- Born: 7 September 1991 (age 34) Hamburg, Germany
- Height: 1.72 m (5 ft 8 in)
- Weight: 55 kg (121 lb; 8 st 9 lb)
- Position: Defense
- Shot: Left
- Played for: HPK Hämeenlinna
- Coached for: HPK U20 Finland Selects U14
- National team: Finland
- Playing career: 2008–2026
- Coaching career: 2012–present
- Medal record
Universiade
| Silver medal – second place | 2011 Erzurum | Ice hockey |
| Bronze medal – third place | 2009 Harbin | Ice hockey |

= Jutta Stoltenberg =

Finnish ice hockey player (born 1991)

Jutta Stoltenberg (born 7 September 1991) is a Finnish retired ice hockey player. The entirety of her eighteen-season club career was spent with HPK Hämeenlinna in the Auroraliiga. She is the record holder for games played with HPK and also ranks third in all-time league statistics for regular season games played (490). Her career with HPK was highlighted by an Aurora Borealis Cup victory in 2011 and a European Champions Cup victory in 2012; she was also a two-time Universiade medalist for Finland.

==Playing career==
Stoltenberg's ice hockey club career began in 2008 with HPK Kiekkonaiset ('HPK Puck-women'), the women's representative ice hockey team of the sports club Hämeenlinnan Pallokerho (HPK) in Hämeenlinna. She holds the record for most games played with HPK (with over 100 more appearances than the second-ranked player) and is second on the list of all-time points scored for the club.

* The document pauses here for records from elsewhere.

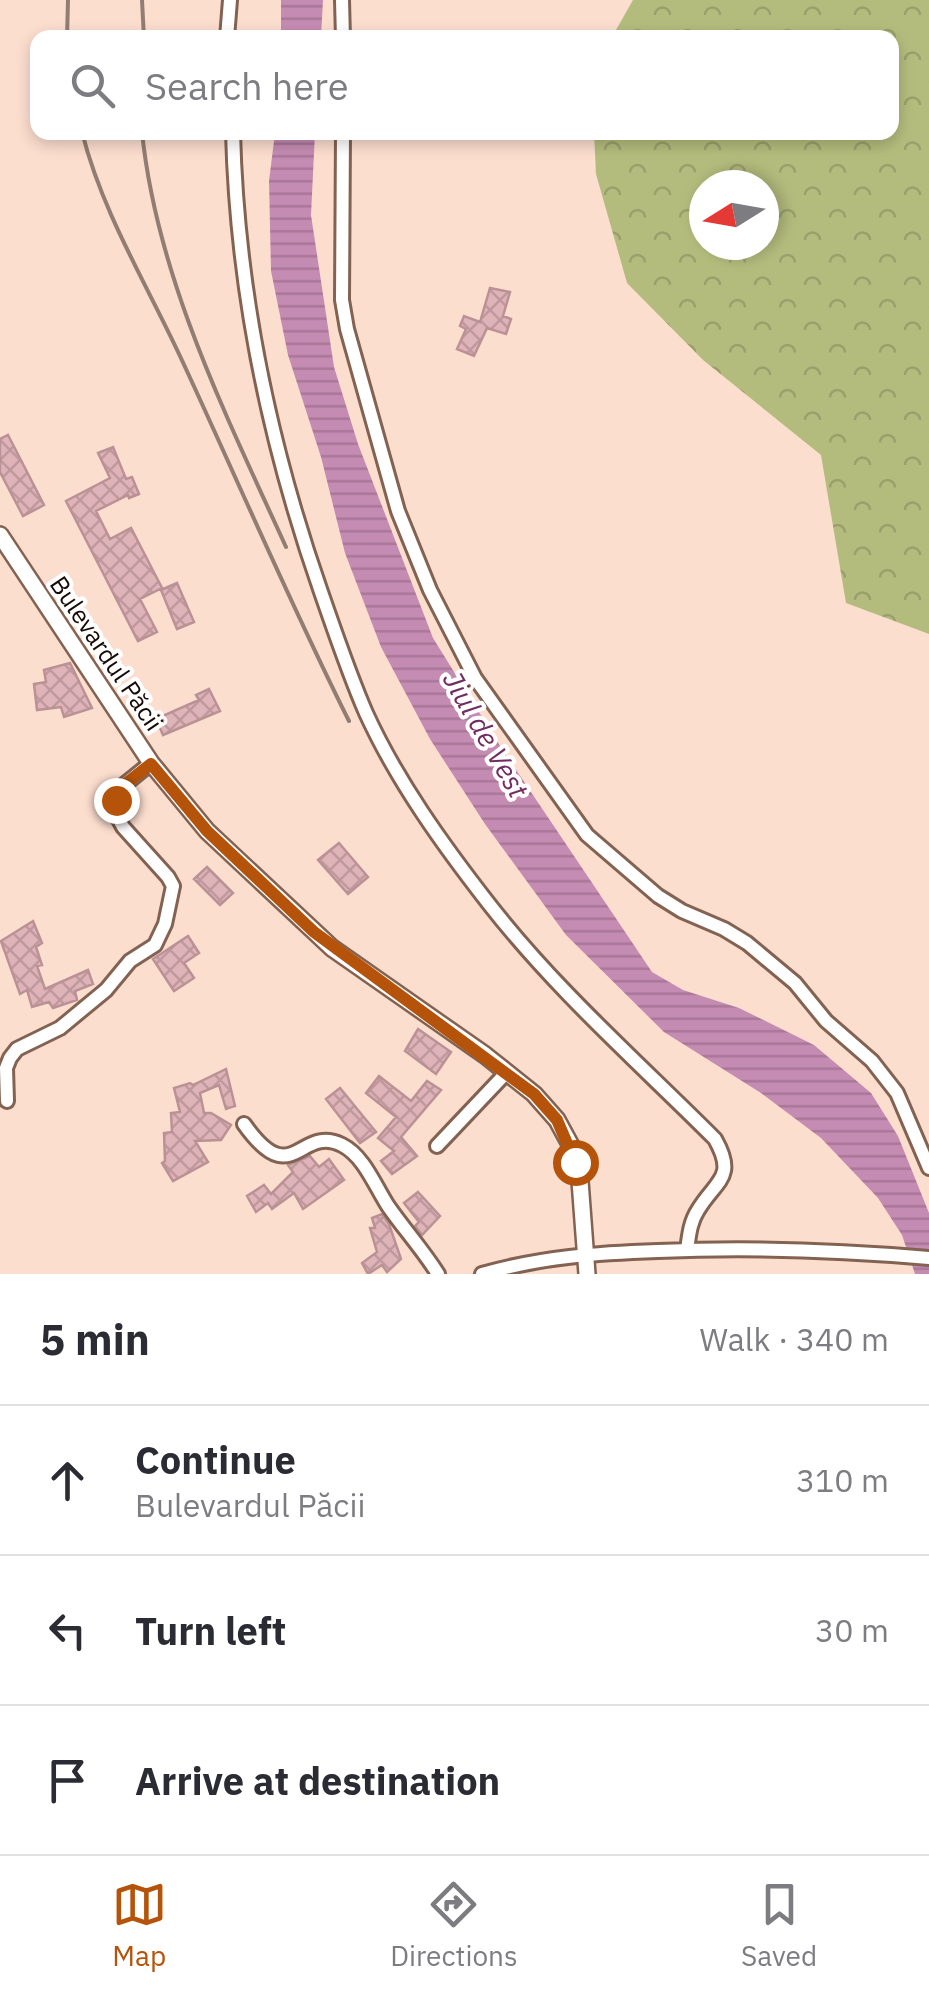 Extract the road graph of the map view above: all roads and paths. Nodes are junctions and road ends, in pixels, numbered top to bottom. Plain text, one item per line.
1 (230, 0) edge
2 (342, 0) edge
3 (227, 30) edge
4 (343, 30) edge
5 (233, 140) edge
6 (343, 140) edge
7 (0, 536) edge
8 (151, 764) junction
9 (507, 1072) junction
10 (7, 1101) dead end
11 (244, 1124) dead end
12 (437, 1146) dead end
13 (929, 1168) edge
14 (687, 1250) junction
15 (586, 1254) junction
16 (929, 1258) edge
17 (438, 1274) edge
18 (482, 1274) edge
19 (587, 1274) edge

1 - 3 street
2 - 4 street
5 - 14 street
6 - 13 street
7 - 8 main road, Bulevardul Păcii
8 - 9 main road, Bulevardul Păcii
8 - 10 street
9 - 12 street
9 - 15 main road, Bulevardul Păcii
11 - 17 street
14 - 15 street
14 - 16 street
15 - 18 street
15 - 19 main road, Bulevardul Păcii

With HPK, Stoltenberg won the inaugural Aurora Borealis Cup in 2011. As the reigning Finnish Champion, HPK earned a berth in the second round of the 2011–12 IIHF European Women Champions Cup. Stoltenberg and Riikka Noronen served as HPK alternate captains during the tournament and, after sweeping their group in the second round, the team went on to win bronze in the tournament final. During the final, Stoltenberg ranked among the top-ten defensemen of the tournament in scoring.

In addition to the 2011 Aurora Borealis Cup, she won Finnish Championship silver in 2016, 2025, and 2026, and Finnish Championship bronze in 2009, 2010, 2012, and 2014.

She served as captain of HPK Kiekkonaiset during the 2017–18 and 2018–19 seasons, and as an alternate captain in the 2016–17 and 2019–20 seasons.

Stoltenberg recorded her 400th regular season game in the Naisten Liiga at the end of the 2022–23 season, becoming the seventh player and third defenseman to reach the milestone in league history. At the time of her retirement, she ranked first for most regular season games played by a defenseman in Auroraliiga history (Note: Stoltenberg played the first seventeen seasons of her career as a defenseman, but switched to forward for the 2025–26 Auroraliiga season. She played 490 regular season games in total and 462 game as a defenseman, both of which exceed the number of games played by the next ranking defender.) and third of all players.

Stoltenberg announced her retirement from playing in May 2026, citing a desire to focus on her educational and occupational pursuits. She expressed an interest in exploring coaching opportunities in the future.

==International play==
As a youth player with the Finnish national under-18 team, Stoltenberg competed at the IIHF U18 Women's World Championship in 2008 and 2009.

She is a two-time medalist for Finland at the Universiade (renamed FISU World University Games in 2020). Her first appearance at the Universiade was the women's ice hockey tournament at Harbin 2009, where she contributed two goals and two assists in seven games to Finland’s bronze medal performance. She doubled her points output in the women's ice hockey tournament at 2011 Erzurum, tallying three goals and five assists for eight points in six games to lead all Finnish defenders in points; her effort helped Finland claim silver in the tournament.